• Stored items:
────

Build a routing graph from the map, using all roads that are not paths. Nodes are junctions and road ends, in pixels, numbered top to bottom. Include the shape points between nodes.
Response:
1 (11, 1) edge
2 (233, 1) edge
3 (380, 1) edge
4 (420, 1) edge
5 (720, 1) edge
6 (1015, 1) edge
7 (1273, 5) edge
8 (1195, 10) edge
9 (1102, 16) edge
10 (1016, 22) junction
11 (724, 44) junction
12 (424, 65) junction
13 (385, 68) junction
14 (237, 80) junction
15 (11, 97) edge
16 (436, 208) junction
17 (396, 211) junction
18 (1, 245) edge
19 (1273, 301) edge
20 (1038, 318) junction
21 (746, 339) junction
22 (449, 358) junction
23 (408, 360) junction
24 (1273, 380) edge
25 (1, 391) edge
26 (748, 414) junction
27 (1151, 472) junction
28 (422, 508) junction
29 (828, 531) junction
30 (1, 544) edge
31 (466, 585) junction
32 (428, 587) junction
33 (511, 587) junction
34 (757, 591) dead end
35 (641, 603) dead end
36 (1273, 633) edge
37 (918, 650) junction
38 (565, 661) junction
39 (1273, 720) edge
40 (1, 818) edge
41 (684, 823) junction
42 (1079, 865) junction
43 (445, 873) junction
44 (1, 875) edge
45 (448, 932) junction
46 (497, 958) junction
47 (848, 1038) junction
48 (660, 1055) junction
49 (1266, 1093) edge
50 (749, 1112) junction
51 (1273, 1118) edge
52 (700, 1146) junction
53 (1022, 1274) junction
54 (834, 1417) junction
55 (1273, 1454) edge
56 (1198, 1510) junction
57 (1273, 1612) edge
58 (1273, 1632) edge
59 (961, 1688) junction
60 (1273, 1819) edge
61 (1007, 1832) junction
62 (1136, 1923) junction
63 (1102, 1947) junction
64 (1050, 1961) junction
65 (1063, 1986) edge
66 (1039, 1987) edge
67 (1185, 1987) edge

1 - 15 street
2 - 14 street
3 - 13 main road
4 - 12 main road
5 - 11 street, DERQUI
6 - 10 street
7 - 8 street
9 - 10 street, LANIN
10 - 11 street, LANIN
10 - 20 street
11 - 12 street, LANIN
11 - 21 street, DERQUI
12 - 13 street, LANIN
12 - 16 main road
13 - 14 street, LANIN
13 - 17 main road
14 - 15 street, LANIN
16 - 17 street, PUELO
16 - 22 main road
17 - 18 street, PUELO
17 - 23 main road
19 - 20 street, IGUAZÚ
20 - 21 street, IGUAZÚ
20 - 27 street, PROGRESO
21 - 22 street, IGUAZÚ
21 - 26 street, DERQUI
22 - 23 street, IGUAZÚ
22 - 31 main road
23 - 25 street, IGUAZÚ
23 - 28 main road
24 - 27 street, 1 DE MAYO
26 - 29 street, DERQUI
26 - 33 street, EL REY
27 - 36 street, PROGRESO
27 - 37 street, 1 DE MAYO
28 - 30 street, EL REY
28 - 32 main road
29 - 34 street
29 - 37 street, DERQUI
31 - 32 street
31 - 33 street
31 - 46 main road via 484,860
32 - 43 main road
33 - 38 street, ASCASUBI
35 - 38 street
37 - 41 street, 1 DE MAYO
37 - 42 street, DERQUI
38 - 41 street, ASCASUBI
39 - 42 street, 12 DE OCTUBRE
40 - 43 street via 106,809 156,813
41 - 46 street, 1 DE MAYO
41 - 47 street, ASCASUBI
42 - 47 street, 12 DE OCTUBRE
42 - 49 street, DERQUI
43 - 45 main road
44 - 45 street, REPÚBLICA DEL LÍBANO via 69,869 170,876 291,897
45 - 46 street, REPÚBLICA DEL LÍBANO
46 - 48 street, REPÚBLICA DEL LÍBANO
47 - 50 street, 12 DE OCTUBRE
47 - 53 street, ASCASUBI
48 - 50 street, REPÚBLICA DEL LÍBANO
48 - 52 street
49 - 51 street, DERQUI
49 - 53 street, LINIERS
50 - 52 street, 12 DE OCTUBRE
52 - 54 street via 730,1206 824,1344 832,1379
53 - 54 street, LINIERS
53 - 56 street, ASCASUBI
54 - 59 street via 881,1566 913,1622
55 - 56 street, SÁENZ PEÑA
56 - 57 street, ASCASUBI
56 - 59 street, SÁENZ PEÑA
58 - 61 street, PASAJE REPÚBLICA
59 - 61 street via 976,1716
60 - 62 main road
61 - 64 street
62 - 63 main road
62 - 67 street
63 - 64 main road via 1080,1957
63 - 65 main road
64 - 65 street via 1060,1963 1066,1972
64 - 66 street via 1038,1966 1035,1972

────

• Work instructions: Line by line, print the records above exactly as they stand.

• Reply to the exercise:
Build a routing graph from the map, using all roads that are not paths. Nodes are junctions and road ends, in pixels, numbered top to bottom. Include the shape points between nodes.
Response:
1 (11, 1) edge
2 (233, 1) edge
3 (380, 1) edge
4 (420, 1) edge
5 (720, 1) edge
6 (1015, 1) edge
7 (1273, 5) edge
8 (1195, 10) edge
9 (1102, 16) edge
10 (1016, 22) junction
11 (724, 44) junction
12 (424, 65) junction
13 (385, 68) junction
14 (237, 80) junction
15 (11, 97) edge
16 (436, 208) junction
17 (396, 211) junction
18 (1, 245) edge
19 (1273, 301) edge
20 (1038, 318) junction
21 (746, 339) junction
22 (449, 358) junction
23 (408, 360) junction
24 (1273, 380) edge
25 (1, 391) edge
26 (748, 414) junction
27 (1151, 472) junction
28 (422, 508) junction
29 (828, 531) junction
30 (1, 544) edge
31 (466, 585) junction
32 (428, 587) junction
33 (511, 587) junction
34 (757, 591) dead end
35 (641, 603) dead end
36 (1273, 633) edge
37 (918, 650) junction
38 (565, 661) junction
39 (1273, 720) edge
40 (1, 818) edge
41 (684, 823) junction
42 (1079, 865) junction
43 (445, 873) junction
44 (1, 875) edge
45 (448, 932) junction
46 (497, 958) junction
47 (848, 1038) junction
48 (660, 1055) junction
49 (1266, 1093) edge
50 (749, 1112) junction
51 (1273, 1118) edge
52 (700, 1146) junction
53 (1022, 1274) junction
54 (834, 1417) junction
55 (1273, 1454) edge
56 (1198, 1510) junction
57 (1273, 1612) edge
58 (1273, 1632) edge
59 (961, 1688) junction
60 (1273, 1819) edge
61 (1007, 1832) junction
62 (1136, 1923) junction
63 (1102, 1947) junction
64 (1050, 1961) junction
65 (1063, 1986) edge
66 (1039, 1987) edge
67 (1185, 1987) edge

1 - 15 street
2 - 14 street
3 - 13 main road
4 - 12 main road
5 - 11 street, DERQUI
6 - 10 street
7 - 8 street
9 - 10 street, LANIN
10 - 11 street, LANIN
10 - 20 street
11 - 12 street, LANIN
11 - 21 street, DERQUI
12 - 13 street, LANIN
12 - 16 main road
13 - 14 street, LANIN
13 - 17 main road
14 - 15 street, LANIN
16 - 17 street, PUELO
16 - 22 main road
17 - 18 street, PUELO
17 - 23 main road
19 - 20 street, IGUAZÚ
20 - 21 street, IGUAZÚ
20 - 27 street, PROGRESO
21 - 22 street, IGUAZÚ
21 - 26 street, DERQUI
22 - 23 street, IGUAZÚ
22 - 31 main road
23 - 25 street, IGUAZÚ
23 - 28 main road
24 - 27 street, 1 DE MAYO
26 - 29 street, DERQUI
26 - 33 street, EL REY
27 - 36 street, PROGRESO
27 - 37 street, 1 DE MAYO
28 - 30 street, EL REY
28 - 32 main road
29 - 34 street
29 - 37 street, DERQUI
31 - 32 street
31 - 33 street
31 - 46 main road via 484,860
32 - 43 main road
33 - 38 street, ASCASUBI
35 - 38 street
37 - 41 street, 1 DE MAYO
37 - 42 street, DERQUI
38 - 41 street, ASCASUBI
39 - 42 street, 12 DE OCTUBRE
40 - 43 street via 106,809 156,813
41 - 46 street, 1 DE MAYO
41 - 47 street, ASCASUBI
42 - 47 street, 12 DE OCTUBRE
42 - 49 street, DERQUI
43 - 45 main road
44 - 45 street, REPÚBLICA DEL LÍBANO via 69,869 170,876 291,897
45 - 46 street, REPÚBLICA DEL LÍBANO
46 - 48 street, REPÚBLICA DEL LÍBANO
47 - 50 street, 12 DE OCTUBRE
47 - 53 street, ASCASUBI
48 - 50 street, REPÚBLICA DEL LÍBANO
48 - 52 street
49 - 51 street, DERQUI
49 - 53 street, LINIERS
50 - 52 street, 12 DE OCTUBRE
52 - 54 street via 730,1206 824,1344 832,1379
53 - 54 street, LINIERS
53 - 56 street, ASCASUBI
54 - 59 street via 881,1566 913,1622
55 - 56 street, SÁENZ PEÑA
56 - 57 street, ASCASUBI
56 - 59 street, SÁENZ PEÑA
58 - 61 street, PASAJE REPÚBLICA
59 - 61 street via 976,1716
60 - 62 main road
61 - 64 street
62 - 63 main road
62 - 67 street
63 - 64 main road via 1080,1957
63 - 65 main road
64 - 65 street via 1060,1963 1066,1972
64 - 66 street via 1038,1966 1035,1972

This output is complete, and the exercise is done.